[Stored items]
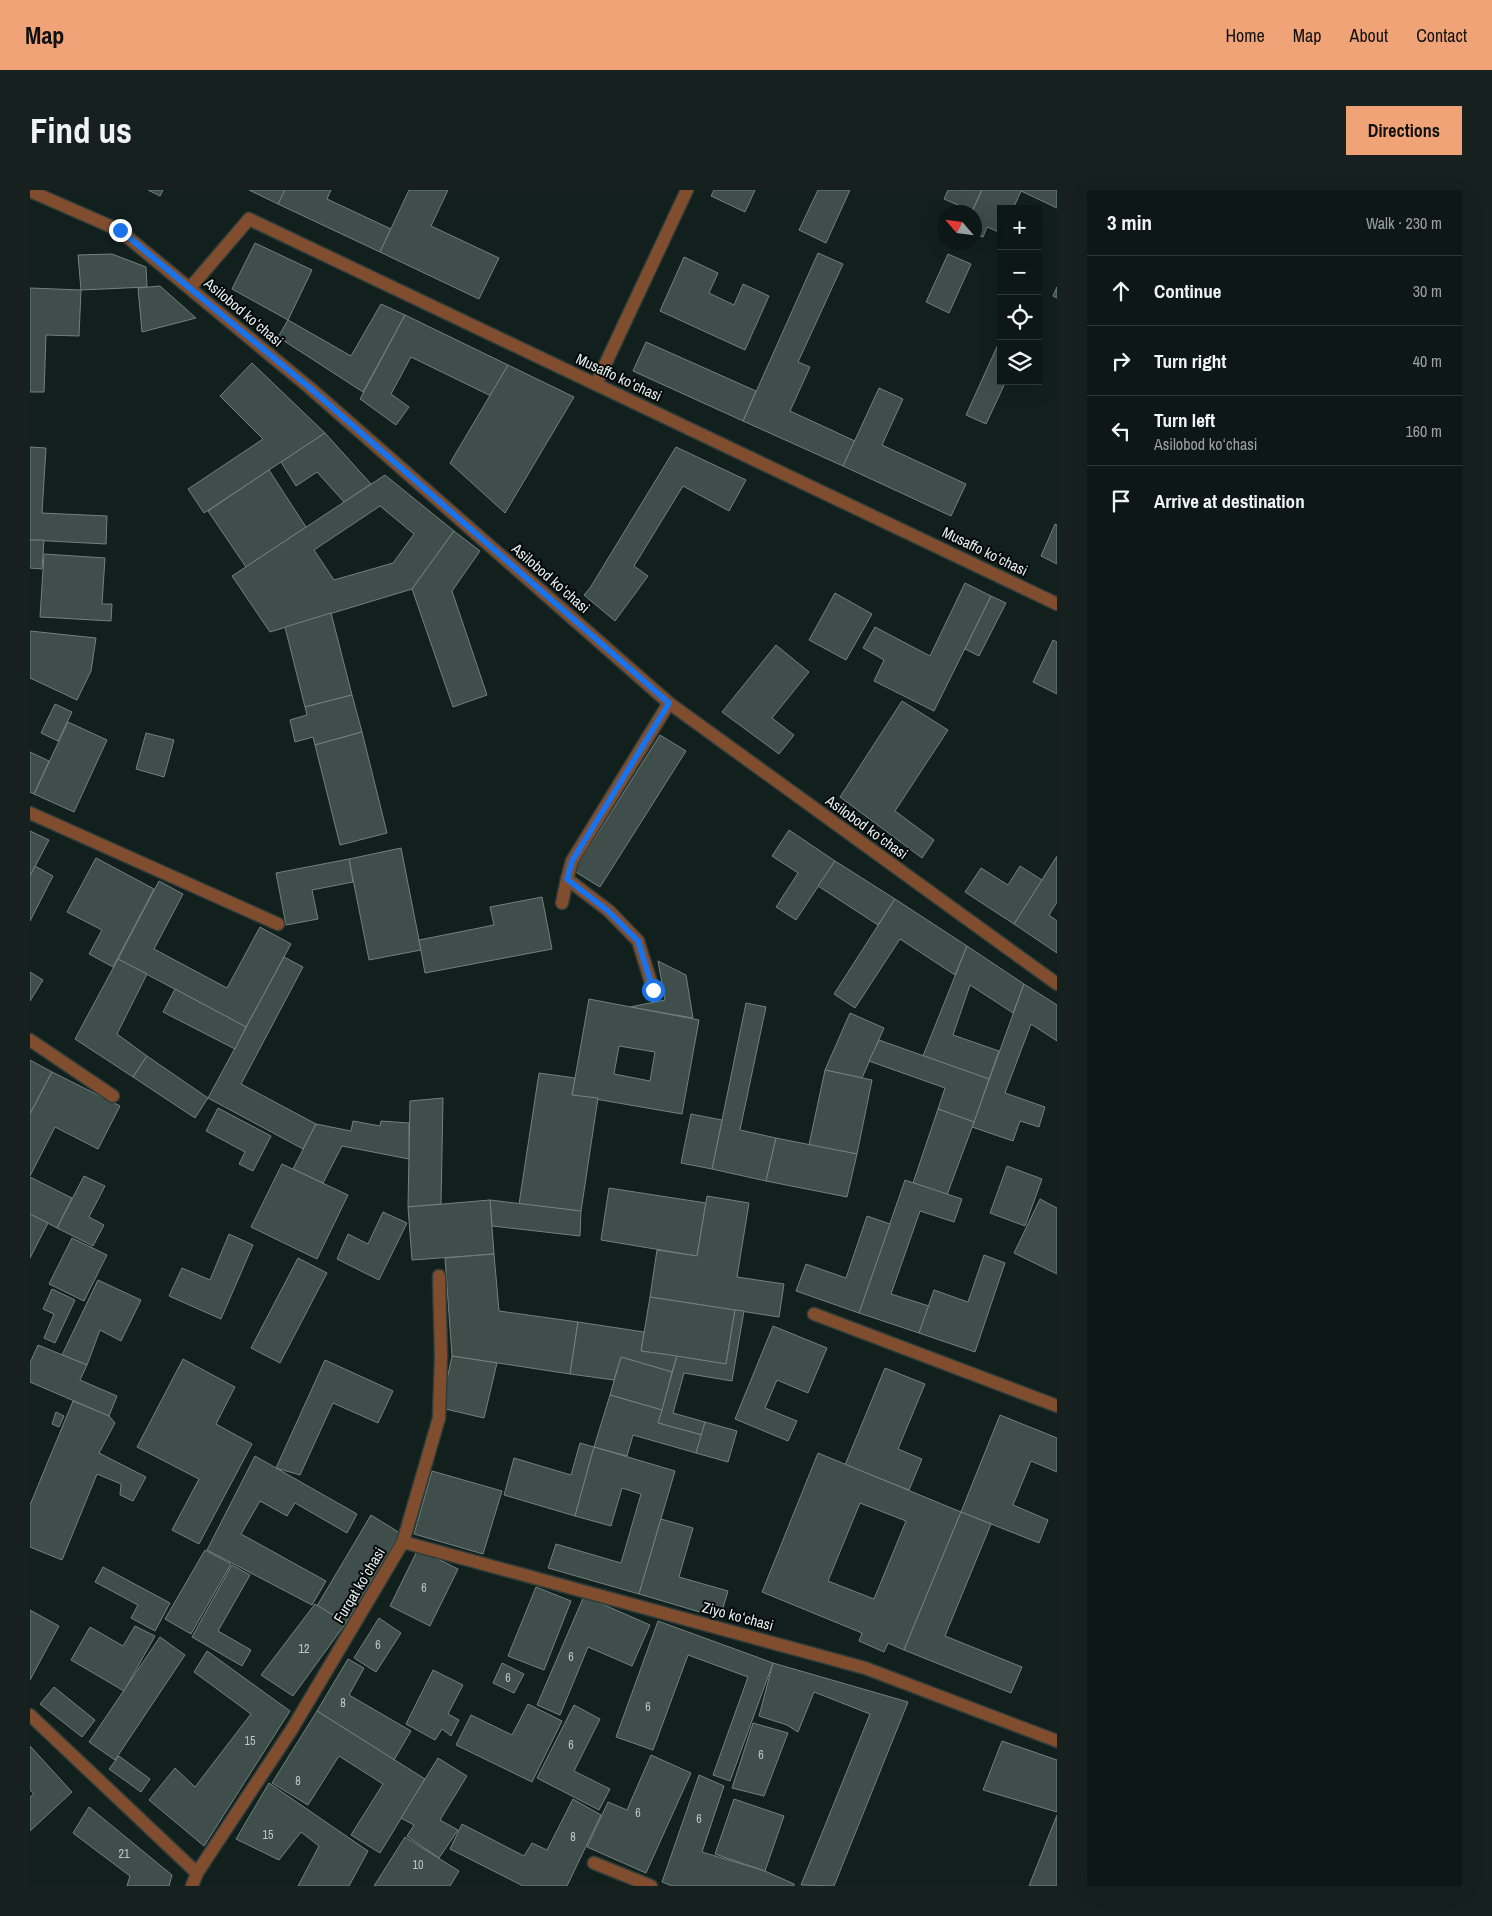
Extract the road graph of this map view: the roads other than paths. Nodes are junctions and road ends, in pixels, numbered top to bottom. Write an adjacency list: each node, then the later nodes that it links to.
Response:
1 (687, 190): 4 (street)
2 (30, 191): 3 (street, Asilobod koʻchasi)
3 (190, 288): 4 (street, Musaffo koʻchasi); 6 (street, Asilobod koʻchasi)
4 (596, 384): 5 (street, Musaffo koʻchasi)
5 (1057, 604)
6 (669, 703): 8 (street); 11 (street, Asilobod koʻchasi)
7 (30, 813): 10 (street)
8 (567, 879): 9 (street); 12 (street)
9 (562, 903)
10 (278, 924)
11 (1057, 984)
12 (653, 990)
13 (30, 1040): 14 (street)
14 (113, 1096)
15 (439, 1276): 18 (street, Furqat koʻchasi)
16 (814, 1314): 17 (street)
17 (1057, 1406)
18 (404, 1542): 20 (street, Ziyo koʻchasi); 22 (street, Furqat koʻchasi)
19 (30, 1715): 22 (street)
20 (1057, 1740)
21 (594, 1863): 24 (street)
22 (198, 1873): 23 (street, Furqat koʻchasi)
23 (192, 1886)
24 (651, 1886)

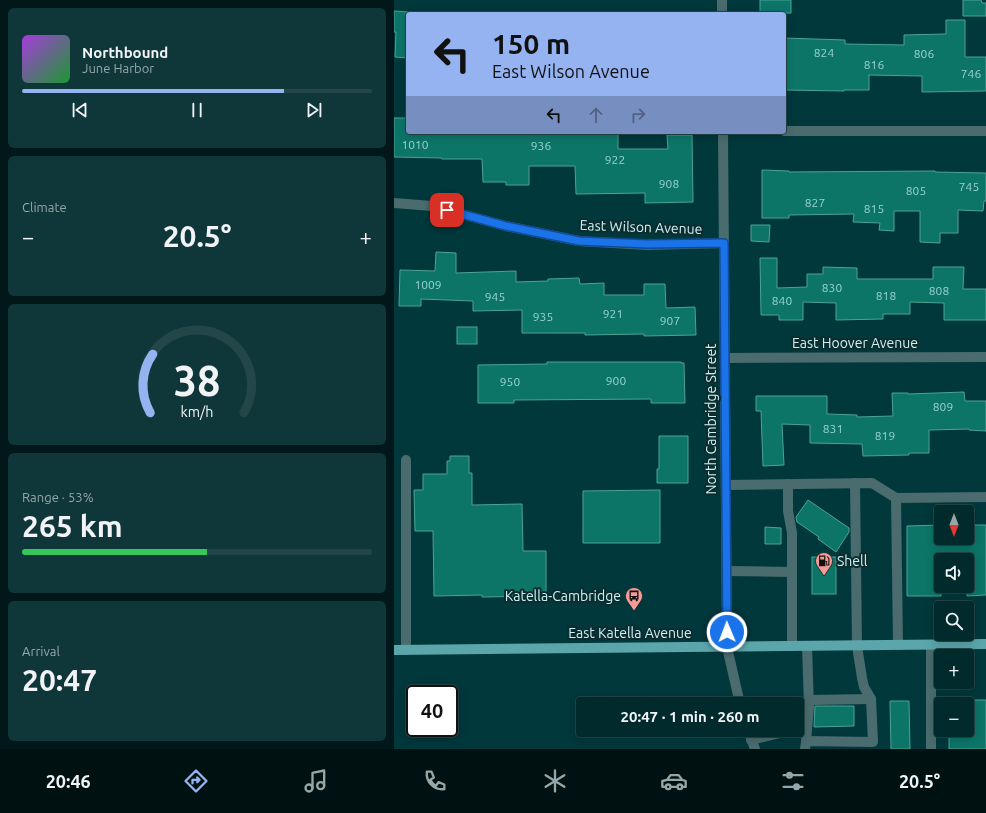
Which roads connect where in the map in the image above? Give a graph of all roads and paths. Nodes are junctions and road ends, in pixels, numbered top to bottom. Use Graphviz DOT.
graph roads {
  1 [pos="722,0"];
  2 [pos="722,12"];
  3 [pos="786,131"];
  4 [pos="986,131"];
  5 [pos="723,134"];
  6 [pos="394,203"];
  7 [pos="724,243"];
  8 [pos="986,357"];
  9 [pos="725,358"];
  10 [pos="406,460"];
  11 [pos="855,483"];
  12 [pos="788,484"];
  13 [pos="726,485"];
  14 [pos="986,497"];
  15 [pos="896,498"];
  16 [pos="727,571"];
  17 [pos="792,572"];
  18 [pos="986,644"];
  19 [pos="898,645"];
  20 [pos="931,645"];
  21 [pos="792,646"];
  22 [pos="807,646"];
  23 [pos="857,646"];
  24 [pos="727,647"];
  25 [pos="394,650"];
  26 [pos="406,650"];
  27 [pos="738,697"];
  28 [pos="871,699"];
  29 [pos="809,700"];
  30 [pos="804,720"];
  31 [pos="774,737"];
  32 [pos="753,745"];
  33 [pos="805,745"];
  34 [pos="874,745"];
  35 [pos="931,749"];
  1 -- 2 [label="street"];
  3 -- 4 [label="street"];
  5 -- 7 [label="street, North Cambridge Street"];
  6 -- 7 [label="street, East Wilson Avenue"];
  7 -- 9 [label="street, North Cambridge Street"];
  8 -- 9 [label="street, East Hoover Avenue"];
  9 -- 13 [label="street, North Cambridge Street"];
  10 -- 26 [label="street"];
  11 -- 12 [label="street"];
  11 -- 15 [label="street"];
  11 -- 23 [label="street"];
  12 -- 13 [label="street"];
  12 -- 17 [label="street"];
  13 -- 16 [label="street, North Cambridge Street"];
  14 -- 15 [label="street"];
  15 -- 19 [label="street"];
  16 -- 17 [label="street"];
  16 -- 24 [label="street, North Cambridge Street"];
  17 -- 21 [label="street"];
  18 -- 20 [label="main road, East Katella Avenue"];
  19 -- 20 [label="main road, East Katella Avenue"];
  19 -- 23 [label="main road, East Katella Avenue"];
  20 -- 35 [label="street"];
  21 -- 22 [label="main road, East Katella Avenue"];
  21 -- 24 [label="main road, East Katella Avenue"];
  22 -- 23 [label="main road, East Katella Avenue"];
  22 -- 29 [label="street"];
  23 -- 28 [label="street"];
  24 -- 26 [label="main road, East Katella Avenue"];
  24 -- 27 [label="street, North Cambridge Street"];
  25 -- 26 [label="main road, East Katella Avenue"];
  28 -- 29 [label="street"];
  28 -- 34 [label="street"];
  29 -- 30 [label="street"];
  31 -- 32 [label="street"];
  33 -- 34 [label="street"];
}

### TASK
Output the records exactly. Drop the images.

### EXERCISE ANSWER
Extract the road graph of this map view: the roads other than paths. Nodes are junctions and road ends, in pixels, numbered top to bottom. Write an adjacency list: each node, then the later nodes that it links to.
Response:
1 (687, 190): 4 (street)
2 (30, 191): 3 (street, Asilobod koʻchasi)
3 (190, 288): 4 (street, Musaffo koʻchasi); 6 (street, Asilobod koʻchasi)
4 (596, 384): 5 (street, Musaffo koʻchasi)
5 (1057, 604)
6 (669, 703): 8 (street); 11 (street, Asilobod koʻchasi)
7 (30, 813): 10 (street)
8 (567, 879): 9 (street); 12 (street)
9 (562, 903)
10 (278, 924)
11 (1057, 984)
12 (653, 990)
13 (30, 1040): 14 (street)
14 (113, 1096)
15 (439, 1276): 18 (street, Furqat koʻchasi)
16 (814, 1314): 17 (street)
17 (1057, 1406)
18 (404, 1542): 20 (street, Ziyo koʻchasi); 22 (street, Furqat koʻchasi)
19 (30, 1715): 22 (street)
20 (1057, 1740)
21 (594, 1863): 24 (street)
22 (198, 1873): 23 (street, Furqat koʻchasi)
23 (192, 1886)
24 (651, 1886)

Which roads connect where in the map in the image above? Give a graph of all roads and paths. Nodes are junctions and road ends, in pixels, numbered top to bottom. Use Graphviz DOT.
graph roads {
  1 [pos="722,0"];
  2 [pos="722,12"];
  3 [pos="786,131"];
  4 [pos="986,131"];
  5 [pos="723,134"];
  6 [pos="394,203"];
  7 [pos="724,243"];
  8 [pos="986,357"];
  9 [pos="725,358"];
  10 [pos="406,460"];
  11 [pos="855,483"];
  12 [pos="788,484"];
  13 [pos="726,485"];
  14 [pos="986,497"];
  15 [pos="896,498"];
  16 [pos="727,571"];
  17 [pos="792,572"];
  18 [pos="986,644"];
  19 [pos="898,645"];
  20 [pos="931,645"];
  21 [pos="792,646"];
  22 [pos="807,646"];
  23 [pos="857,646"];
  24 [pos="727,647"];
  25 [pos="394,650"];
  26 [pos="406,650"];
  27 [pos="738,697"];
  28 [pos="871,699"];
  29 [pos="809,700"];
  30 [pos="804,720"];
  31 [pos="774,737"];
  32 [pos="753,745"];
  33 [pos="805,745"];
  34 [pos="874,745"];
  35 [pos="931,749"];
  1 -- 2 [label="street"];
  3 -- 4 [label="street"];
  5 -- 7 [label="street, North Cambridge Street"];
  6 -- 7 [label="street, East Wilson Avenue"];
  7 -- 9 [label="street, North Cambridge Street"];
  8 -- 9 [label="street, East Hoover Avenue"];
  9 -- 13 [label="street, North Cambridge Street"];
  10 -- 26 [label="street"];
  11 -- 12 [label="street"];
  11 -- 15 [label="street"];
  11 -- 23 [label="street"];
  12 -- 13 [label="street"];
  12 -- 17 [label="street"];
  13 -- 16 [label="street, North Cambridge Street"];
  14 -- 15 [label="street"];
  15 -- 19 [label="street"];
  16 -- 17 [label="street"];
  16 -- 24 [label="street, North Cambridge Street"];
  17 -- 21 [label="street"];
  18 -- 20 [label="main road, East Katella Avenue"];
  19 -- 20 [label="main road, East Katella Avenue"];
  19 -- 23 [label="main road, East Katella Avenue"];
  20 -- 35 [label="street"];
  21 -- 22 [label="main road, East Katella Avenue"];
  21 -- 24 [label="main road, East Katella Avenue"];
  22 -- 23 [label="main road, East Katella Avenue"];
  22 -- 29 [label="street"];
  23 -- 28 [label="street"];
  24 -- 26 [label="main road, East Katella Avenue"];
  24 -- 27 [label="street, North Cambridge Street"];
  25 -- 26 [label="main road, East Katella Avenue"];
  28 -- 29 [label="street"];
  28 -- 34 [label="street"];
  29 -- 30 [label="street"];
  31 -- 32 [label="street"];
  33 -- 34 [label="street"];
}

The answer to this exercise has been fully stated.